- Ugarte in 1930

Association football career

College career
- Years: Team / Apps / (Gls)
- 1924–1925: De La Salle University

International career
- Philippines
- Allegiance: Philippines
- Branch: Philippine Army
- Rank: Major

= Sebastian Ugarte =

Filipino footballer

Sebastian Ugarte was a Filipino international footballer and sports executive.

==Career==

===Youth career===
From 1924 to 1925, Ugarte was part of the La Salle football and track and field teams.

===International career===
Ugarte was part of the Philippine national team that participated at the Far Eastern Championship Games. He became a household name among other players for his stints.

===Non-playing career===
Ugarte joined the San Miguel Corporation and was deeply involved in the now-defunct Philippine Football Association league. He led the team of San Miguel, and was also the Executive Vice-President at A. Soriano & Co. In the early 1960s, Ugarte through the Soriano group, hired British coaches Alan Rogers, Brian Birch, Danny McClelan and Graham Adams to train coaches, players and referees as well as the national youth and senior teams. In 1961, San Miguel through the Philippine Football Association hired four medical students from Spain who were proficient in football to aid the national team.

==Non-football activities==
After his attendance in De La Salle University, he joined the Manila Daily Bulletin as a sports reporter and covered the sports of basketball, football, swimming and track and field.

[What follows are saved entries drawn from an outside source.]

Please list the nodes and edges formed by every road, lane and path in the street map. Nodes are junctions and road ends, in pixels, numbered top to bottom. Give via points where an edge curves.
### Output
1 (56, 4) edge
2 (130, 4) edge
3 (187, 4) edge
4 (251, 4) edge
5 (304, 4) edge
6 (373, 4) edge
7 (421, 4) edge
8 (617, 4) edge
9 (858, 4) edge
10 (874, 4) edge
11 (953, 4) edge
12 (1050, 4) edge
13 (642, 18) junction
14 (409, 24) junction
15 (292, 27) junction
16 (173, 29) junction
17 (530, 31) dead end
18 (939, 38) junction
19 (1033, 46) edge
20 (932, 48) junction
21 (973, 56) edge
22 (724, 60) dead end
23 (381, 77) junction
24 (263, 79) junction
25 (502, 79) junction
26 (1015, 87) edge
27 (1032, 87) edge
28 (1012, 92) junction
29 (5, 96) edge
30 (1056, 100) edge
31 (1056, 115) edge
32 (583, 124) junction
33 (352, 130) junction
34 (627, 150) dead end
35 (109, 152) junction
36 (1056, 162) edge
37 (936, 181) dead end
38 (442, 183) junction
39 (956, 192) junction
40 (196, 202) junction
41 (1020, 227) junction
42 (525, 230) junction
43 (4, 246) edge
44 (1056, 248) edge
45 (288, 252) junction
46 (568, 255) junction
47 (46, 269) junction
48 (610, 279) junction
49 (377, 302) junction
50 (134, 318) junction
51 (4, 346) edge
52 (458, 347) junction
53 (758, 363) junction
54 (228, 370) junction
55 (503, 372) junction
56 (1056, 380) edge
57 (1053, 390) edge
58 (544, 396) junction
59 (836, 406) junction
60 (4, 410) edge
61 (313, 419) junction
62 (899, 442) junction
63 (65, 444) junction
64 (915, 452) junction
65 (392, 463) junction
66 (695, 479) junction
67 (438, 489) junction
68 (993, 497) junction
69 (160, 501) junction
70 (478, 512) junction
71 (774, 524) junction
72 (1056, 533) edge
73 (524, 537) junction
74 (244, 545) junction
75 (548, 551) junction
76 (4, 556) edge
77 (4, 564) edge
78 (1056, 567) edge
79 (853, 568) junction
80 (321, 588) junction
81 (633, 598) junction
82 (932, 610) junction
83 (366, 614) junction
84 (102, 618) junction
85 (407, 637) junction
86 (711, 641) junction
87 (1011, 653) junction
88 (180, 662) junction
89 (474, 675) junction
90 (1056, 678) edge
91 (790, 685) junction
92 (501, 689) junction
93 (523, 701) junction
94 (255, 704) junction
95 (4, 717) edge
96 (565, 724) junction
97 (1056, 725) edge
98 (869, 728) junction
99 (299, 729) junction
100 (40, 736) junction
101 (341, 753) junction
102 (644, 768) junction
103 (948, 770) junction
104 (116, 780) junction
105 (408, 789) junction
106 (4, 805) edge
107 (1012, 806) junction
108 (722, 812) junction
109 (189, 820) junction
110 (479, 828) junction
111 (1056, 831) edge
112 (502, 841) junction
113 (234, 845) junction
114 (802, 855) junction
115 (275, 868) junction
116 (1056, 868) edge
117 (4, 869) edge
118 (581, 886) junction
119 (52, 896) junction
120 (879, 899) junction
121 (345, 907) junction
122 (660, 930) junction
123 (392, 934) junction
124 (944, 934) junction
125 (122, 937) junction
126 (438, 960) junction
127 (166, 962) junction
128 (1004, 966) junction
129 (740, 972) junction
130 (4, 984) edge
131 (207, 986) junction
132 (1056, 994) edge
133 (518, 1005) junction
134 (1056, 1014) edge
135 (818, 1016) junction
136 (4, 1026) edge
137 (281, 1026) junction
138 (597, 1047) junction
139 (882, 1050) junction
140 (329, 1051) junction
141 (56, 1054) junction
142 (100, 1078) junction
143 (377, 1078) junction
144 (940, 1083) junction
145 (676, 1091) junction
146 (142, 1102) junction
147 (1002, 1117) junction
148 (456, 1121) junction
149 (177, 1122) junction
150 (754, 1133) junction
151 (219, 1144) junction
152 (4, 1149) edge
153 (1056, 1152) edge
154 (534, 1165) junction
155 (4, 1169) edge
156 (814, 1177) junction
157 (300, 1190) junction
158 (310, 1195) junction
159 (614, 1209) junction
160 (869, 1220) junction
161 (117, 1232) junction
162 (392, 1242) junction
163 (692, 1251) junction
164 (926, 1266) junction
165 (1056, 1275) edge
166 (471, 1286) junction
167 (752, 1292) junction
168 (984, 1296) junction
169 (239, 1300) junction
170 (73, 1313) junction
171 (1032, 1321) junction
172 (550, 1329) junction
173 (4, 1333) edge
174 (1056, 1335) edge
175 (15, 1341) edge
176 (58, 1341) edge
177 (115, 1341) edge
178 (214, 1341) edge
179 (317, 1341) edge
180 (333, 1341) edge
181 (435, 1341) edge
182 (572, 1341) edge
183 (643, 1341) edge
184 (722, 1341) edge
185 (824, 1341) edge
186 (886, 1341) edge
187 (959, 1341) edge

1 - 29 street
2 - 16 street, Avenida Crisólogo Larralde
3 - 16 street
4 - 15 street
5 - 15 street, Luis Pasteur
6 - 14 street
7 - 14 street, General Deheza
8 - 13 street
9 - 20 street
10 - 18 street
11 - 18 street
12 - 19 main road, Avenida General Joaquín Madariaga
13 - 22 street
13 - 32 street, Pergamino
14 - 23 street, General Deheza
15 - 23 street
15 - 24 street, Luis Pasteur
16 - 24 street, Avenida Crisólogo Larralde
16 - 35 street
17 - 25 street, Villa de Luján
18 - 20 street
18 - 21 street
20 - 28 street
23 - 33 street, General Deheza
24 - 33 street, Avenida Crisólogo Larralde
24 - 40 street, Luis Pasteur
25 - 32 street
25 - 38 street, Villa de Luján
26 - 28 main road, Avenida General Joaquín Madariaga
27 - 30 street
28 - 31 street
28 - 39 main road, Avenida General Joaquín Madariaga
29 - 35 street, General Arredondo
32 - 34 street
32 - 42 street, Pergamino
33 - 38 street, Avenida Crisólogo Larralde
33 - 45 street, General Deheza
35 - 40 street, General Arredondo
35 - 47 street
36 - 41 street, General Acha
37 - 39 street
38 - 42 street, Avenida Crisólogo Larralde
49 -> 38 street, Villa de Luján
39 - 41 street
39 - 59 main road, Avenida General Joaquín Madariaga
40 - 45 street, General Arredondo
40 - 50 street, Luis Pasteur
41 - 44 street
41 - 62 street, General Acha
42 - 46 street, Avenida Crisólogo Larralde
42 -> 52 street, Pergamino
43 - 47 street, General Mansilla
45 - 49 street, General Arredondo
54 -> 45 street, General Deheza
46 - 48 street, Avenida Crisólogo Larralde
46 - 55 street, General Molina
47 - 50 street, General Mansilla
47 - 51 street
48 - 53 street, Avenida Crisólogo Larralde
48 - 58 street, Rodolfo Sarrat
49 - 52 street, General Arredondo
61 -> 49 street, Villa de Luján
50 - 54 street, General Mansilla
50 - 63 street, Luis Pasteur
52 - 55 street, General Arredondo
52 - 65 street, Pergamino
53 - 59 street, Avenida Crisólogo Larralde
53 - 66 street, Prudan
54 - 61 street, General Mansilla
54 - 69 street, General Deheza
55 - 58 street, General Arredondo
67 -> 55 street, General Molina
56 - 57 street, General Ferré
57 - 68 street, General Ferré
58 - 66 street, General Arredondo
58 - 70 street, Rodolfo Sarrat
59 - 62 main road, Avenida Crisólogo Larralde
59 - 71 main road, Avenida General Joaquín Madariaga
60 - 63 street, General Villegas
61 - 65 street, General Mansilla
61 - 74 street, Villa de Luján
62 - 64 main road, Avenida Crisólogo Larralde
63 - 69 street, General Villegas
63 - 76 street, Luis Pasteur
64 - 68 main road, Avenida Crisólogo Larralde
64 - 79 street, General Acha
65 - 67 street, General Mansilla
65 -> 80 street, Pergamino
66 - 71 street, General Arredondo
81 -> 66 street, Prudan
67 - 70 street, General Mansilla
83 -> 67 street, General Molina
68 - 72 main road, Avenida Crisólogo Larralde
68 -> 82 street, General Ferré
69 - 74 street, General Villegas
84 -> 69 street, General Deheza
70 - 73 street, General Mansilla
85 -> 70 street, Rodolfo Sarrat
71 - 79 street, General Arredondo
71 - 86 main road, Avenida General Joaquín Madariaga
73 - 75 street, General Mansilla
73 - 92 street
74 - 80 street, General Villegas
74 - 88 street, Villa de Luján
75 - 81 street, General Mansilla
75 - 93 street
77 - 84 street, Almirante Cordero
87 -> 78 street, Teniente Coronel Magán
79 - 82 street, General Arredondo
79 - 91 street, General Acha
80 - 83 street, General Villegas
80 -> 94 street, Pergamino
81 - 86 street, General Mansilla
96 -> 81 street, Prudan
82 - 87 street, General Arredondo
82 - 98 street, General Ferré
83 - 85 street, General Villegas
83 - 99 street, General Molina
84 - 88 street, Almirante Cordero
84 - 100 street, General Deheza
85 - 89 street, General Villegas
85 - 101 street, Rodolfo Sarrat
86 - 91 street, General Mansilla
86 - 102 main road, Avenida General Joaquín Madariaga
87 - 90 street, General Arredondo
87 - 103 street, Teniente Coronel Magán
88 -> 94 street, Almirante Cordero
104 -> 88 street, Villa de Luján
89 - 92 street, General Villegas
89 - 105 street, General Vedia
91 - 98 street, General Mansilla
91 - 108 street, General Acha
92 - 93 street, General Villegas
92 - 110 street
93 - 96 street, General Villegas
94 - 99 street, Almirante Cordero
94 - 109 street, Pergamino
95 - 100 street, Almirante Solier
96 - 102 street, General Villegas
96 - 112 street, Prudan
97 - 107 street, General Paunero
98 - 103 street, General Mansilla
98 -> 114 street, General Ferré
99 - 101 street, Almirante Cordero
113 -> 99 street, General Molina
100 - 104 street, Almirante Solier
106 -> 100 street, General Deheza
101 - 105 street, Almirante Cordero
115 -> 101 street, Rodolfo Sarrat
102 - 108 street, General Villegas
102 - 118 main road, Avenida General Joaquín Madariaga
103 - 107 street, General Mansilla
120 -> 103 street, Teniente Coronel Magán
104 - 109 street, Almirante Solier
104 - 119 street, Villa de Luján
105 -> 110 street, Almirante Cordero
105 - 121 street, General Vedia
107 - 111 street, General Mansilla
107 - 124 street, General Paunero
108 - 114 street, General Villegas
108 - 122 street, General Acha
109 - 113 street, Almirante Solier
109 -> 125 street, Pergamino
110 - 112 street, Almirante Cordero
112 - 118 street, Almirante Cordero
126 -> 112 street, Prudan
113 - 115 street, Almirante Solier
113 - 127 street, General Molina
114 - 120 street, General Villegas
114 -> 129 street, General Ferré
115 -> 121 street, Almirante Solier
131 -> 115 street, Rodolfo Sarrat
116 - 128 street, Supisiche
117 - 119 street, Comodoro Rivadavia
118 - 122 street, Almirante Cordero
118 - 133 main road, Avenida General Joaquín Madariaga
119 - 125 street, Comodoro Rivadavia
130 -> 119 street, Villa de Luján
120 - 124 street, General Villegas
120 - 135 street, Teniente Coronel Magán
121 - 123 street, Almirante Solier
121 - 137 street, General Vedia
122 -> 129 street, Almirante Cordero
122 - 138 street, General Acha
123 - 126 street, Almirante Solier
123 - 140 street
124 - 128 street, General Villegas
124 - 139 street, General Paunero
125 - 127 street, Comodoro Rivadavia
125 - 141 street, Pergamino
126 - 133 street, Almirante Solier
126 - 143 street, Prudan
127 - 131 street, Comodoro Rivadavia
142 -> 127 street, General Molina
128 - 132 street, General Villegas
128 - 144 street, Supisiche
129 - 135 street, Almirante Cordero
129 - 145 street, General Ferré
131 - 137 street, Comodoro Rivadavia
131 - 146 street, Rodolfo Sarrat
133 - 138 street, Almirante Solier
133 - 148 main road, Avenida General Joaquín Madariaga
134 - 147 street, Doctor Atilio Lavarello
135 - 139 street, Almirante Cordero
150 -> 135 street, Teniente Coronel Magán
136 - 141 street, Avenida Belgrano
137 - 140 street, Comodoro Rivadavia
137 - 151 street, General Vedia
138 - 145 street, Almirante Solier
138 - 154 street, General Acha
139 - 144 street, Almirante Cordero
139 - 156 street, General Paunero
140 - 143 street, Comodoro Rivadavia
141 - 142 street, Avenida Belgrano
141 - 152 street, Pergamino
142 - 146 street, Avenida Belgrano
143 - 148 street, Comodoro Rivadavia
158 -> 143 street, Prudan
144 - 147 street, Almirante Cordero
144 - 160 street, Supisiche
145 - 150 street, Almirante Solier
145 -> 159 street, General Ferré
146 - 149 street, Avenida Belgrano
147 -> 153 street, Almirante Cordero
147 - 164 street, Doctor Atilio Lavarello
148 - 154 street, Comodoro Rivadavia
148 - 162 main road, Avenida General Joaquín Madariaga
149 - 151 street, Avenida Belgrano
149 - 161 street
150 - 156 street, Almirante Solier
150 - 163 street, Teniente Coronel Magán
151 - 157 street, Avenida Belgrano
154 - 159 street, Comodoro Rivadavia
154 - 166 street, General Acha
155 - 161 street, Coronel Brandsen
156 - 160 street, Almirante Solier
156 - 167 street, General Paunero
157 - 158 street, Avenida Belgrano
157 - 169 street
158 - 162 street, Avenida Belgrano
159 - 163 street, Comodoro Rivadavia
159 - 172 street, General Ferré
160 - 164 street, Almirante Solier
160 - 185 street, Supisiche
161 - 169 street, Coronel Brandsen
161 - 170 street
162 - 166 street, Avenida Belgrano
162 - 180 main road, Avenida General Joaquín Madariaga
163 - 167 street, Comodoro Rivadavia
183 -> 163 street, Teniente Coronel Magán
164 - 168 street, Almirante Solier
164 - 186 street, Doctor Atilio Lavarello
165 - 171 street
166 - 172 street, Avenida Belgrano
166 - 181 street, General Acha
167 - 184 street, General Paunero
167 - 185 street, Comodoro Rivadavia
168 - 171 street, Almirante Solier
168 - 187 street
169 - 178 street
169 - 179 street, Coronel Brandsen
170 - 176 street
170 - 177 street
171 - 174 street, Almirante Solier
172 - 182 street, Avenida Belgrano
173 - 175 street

At the start of the Commonwealth era, he served as legal adviser to Resident Commissioner Joaquín Miguel Elizalde he became legal adviser to the Resident Commissioner Mike Elizalde and joined President Sergio Osmeña upon his return to the Philippines. Ugarte also worked under President Manuel Roxas in Malacañang. He was also a major at the Philippine Army.

==Legacy==
He was inducted to the DLSAA Sports Hall of Fame in 1993. March 1974, a football venue which was named after him, the Sebastian Ugarte Football Field was inaugurated. The Ugarte Field is located inside the Ayala Triangle Gardens but there is no football field in the area since the early 1980s.

The footballer's descendant, Antonio Ugarte later became involved in football playing for Kaya F.C. of the United Football League.